*EXERCISE DESCRIPTION*
What is needed is every line of the data that includes the word "dead". Please copy each one.
(Beginning of DATA)
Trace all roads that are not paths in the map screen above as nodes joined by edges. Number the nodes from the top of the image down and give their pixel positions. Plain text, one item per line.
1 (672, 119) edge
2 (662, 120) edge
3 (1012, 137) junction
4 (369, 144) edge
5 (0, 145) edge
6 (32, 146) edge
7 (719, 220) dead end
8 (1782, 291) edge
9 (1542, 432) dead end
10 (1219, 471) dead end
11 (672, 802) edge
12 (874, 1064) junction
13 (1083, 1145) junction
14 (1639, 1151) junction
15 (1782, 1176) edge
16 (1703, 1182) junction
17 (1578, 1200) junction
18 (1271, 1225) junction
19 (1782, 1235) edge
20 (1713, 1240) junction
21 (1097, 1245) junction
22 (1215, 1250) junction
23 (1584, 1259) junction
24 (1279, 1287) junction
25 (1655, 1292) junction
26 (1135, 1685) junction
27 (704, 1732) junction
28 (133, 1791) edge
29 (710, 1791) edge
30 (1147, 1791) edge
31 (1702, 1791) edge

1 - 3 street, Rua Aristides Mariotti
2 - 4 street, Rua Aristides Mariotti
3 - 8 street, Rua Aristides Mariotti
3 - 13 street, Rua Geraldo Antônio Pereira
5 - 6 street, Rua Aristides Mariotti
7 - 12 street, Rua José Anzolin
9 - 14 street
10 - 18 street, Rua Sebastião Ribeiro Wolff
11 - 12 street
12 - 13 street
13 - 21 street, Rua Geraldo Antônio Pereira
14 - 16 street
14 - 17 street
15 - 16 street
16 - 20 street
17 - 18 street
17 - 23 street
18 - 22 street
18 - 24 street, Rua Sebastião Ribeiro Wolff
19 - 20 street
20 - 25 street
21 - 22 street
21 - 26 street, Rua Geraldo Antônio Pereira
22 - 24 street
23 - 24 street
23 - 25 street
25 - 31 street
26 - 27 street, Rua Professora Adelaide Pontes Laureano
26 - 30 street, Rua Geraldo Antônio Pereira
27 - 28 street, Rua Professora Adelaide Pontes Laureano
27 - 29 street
(End of DATA)
*RESULT*
7 (719, 220) dead end
9 (1542, 432) dead end
10 (1219, 471) dead end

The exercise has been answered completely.